Dans la salle à manger de Joseph Kabila, un allié se pointe avec un revolver, place une balle dans la chambre, tourne et défie le président congolais à un jeu de hasard, entre dauphinat et mort politique.

La plus grande bataille électorale en République démocratique du Congo aura peut-être lieu du côté de la majorité au pouvoir où, l’alliance fragile, bâtit sur la fortune et la raison, est soumise à une forte pression, alors que le président Joseph Kabila doit officiellement passer la main.

Si Augustin Matata Ponyo et Aubin Minaku, respectivement ancien Premier ministre et président de l’Assemblée nationale, ont assuré le spectacle depuis la fin de l’année dernière, dans leur froide guerre pour le dauphinat, autrement dit être désigné comme candidat du pouvoir à la prochaine Présidentielle, ils ont été rejoint par Bahati Lukwebo, qui vitupérait alors, cachant à peine ses ambitions. Néanmoins, le week-end dernier, à Kingakati, temple privé du Kabilisme, les velléités ont été quelque peu éteintes. Lukwobo, dit-on, a remué la queue pour Kabila, retrouvant sa docilité au Guide éclairé.

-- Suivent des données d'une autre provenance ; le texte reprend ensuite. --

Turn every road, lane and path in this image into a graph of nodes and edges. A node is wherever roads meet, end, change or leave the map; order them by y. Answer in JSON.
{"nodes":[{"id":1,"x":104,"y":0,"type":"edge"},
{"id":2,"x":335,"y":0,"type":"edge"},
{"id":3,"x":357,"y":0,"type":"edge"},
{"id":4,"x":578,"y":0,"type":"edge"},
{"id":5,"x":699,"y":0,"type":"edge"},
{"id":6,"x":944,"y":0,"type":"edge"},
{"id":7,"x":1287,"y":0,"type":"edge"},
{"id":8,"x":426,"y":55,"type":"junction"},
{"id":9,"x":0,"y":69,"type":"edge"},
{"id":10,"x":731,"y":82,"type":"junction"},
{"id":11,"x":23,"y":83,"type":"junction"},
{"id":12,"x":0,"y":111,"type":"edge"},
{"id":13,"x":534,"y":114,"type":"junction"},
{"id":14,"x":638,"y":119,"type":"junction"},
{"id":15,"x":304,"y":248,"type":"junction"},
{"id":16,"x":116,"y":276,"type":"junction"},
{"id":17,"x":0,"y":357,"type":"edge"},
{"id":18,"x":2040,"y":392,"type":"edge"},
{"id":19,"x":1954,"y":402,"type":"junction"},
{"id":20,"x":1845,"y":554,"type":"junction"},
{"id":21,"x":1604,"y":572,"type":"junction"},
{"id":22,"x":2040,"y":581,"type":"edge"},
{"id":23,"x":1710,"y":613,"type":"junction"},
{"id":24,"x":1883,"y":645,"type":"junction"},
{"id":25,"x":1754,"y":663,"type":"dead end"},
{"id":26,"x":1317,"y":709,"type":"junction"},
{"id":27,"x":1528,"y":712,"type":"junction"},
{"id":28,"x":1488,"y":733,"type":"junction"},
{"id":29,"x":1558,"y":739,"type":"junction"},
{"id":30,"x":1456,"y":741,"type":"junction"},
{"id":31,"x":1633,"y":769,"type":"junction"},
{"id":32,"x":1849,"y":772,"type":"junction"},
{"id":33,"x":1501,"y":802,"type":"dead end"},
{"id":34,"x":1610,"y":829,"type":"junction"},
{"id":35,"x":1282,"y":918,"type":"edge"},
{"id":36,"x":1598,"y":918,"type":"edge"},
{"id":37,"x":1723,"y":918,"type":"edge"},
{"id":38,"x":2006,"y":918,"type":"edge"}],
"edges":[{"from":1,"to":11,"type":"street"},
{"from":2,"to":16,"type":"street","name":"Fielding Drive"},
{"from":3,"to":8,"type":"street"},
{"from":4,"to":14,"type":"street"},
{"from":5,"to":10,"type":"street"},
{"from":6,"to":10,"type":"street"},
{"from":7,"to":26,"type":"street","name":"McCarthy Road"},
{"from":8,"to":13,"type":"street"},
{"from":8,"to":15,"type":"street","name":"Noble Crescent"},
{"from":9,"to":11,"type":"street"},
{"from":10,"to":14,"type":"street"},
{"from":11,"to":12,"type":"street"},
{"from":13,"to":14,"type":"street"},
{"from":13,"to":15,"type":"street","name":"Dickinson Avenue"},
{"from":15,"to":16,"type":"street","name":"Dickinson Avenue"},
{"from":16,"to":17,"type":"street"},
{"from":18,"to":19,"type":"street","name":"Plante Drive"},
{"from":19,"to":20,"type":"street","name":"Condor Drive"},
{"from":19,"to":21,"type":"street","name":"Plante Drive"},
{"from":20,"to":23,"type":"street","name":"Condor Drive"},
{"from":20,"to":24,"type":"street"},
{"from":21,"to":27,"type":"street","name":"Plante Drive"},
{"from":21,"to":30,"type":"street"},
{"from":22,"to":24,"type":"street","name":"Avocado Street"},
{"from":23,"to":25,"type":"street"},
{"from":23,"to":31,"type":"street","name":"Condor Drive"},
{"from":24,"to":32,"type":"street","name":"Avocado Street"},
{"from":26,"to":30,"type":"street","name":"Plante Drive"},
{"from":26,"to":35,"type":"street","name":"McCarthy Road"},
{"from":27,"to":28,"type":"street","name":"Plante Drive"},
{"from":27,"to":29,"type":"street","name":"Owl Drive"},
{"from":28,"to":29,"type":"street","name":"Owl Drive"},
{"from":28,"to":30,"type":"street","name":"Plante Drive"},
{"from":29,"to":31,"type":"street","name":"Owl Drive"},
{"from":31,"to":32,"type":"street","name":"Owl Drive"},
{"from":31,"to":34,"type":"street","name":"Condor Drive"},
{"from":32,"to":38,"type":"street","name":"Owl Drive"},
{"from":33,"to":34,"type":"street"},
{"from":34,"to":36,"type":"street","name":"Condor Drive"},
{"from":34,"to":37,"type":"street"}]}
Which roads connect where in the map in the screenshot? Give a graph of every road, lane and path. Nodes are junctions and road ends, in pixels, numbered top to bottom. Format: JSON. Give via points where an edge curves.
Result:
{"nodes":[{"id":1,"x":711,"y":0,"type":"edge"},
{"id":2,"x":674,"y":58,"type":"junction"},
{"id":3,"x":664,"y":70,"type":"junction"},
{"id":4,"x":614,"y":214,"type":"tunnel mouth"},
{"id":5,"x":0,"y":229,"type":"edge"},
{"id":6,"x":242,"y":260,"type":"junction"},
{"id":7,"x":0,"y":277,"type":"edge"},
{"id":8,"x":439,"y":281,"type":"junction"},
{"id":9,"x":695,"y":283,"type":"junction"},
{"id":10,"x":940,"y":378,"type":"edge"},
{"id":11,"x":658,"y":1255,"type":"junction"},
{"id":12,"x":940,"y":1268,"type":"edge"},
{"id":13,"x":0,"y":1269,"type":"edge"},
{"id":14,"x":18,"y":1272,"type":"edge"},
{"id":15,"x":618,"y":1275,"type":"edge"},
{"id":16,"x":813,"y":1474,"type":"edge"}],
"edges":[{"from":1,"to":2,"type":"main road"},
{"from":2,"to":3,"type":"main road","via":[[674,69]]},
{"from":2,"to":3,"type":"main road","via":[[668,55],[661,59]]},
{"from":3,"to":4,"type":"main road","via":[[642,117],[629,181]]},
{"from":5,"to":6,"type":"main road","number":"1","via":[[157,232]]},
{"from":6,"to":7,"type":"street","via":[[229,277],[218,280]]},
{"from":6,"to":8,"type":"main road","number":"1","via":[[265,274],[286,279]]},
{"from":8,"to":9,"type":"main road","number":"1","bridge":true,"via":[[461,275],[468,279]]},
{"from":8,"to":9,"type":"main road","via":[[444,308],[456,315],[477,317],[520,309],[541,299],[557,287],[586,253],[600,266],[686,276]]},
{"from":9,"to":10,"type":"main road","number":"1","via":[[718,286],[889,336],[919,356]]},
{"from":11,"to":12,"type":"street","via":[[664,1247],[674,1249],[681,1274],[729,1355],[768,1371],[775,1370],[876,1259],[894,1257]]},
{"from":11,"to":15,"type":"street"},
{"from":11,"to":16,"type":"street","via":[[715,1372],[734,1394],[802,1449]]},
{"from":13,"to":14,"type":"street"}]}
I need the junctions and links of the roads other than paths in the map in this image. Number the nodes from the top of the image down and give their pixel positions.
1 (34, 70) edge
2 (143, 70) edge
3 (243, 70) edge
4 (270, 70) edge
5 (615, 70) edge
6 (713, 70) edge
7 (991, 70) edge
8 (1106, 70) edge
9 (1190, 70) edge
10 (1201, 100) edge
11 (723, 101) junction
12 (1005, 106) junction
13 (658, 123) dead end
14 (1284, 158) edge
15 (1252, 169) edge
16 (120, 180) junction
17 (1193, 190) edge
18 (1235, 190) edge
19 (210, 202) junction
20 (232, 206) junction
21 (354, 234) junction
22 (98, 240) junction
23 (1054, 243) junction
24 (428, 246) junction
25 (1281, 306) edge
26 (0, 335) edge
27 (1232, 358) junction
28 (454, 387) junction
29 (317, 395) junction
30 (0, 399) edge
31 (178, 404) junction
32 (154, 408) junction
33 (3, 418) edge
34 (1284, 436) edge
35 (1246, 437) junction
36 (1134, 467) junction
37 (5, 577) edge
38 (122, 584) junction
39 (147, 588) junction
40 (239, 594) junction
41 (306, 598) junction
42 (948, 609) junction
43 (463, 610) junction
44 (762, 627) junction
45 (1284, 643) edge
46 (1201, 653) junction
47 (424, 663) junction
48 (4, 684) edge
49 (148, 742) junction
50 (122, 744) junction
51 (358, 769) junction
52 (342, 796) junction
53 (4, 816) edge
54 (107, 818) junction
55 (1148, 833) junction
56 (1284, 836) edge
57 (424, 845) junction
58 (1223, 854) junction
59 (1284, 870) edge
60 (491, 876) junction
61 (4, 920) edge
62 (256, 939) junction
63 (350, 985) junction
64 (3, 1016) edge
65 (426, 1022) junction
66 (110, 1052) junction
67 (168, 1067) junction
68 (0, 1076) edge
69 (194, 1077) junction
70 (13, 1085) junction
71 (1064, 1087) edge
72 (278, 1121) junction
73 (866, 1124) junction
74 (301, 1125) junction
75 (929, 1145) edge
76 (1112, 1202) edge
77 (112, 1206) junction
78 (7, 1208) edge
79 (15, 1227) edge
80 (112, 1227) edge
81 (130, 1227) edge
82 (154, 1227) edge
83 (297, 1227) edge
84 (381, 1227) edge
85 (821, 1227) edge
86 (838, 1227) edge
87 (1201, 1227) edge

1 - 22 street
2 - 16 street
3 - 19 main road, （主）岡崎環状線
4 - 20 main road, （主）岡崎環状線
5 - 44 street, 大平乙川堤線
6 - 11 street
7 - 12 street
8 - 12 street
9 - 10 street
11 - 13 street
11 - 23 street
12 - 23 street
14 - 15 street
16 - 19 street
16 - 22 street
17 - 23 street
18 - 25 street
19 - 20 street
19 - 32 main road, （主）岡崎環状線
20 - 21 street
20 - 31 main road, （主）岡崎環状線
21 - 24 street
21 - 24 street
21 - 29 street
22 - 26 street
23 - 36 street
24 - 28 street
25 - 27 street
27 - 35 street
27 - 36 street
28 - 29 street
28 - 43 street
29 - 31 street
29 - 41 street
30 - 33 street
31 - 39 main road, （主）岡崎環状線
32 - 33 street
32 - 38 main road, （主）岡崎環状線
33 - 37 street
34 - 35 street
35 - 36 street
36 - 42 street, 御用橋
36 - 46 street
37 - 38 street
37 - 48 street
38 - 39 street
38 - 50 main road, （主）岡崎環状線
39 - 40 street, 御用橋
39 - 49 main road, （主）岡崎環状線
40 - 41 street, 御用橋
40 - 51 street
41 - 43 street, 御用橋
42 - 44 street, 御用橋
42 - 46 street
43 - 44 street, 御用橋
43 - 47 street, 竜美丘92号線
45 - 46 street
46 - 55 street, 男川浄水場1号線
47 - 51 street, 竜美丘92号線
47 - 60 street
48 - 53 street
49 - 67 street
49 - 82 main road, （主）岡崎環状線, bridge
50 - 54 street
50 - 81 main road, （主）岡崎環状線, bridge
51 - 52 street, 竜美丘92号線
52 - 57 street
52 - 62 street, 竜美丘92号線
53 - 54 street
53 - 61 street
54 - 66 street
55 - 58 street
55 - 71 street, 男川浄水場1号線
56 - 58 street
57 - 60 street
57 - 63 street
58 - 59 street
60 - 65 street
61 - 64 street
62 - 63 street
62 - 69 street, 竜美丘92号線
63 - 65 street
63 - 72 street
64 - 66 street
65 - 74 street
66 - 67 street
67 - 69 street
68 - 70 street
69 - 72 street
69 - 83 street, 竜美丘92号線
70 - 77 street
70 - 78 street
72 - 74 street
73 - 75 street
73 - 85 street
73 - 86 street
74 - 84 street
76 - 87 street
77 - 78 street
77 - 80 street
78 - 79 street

« Le petit comptable » des galeries LaFleur

Toutefois, dans un monde où l’opportunisme est souvent qualité, les têtes de mules ne manquent pas. Pas plus loin d’ailleurs, qu’au Parti Lumumbiste Unifié (PALU), un allié de poids de Joseph Kabila depuis 2006, celui-là même à qui le jadis jeune Président a tout donné, on voit naître une nouvelle rébellion, la plus dure dit-on, incarnée par un homme : l’ancien Premier ministre Adophe Muzito.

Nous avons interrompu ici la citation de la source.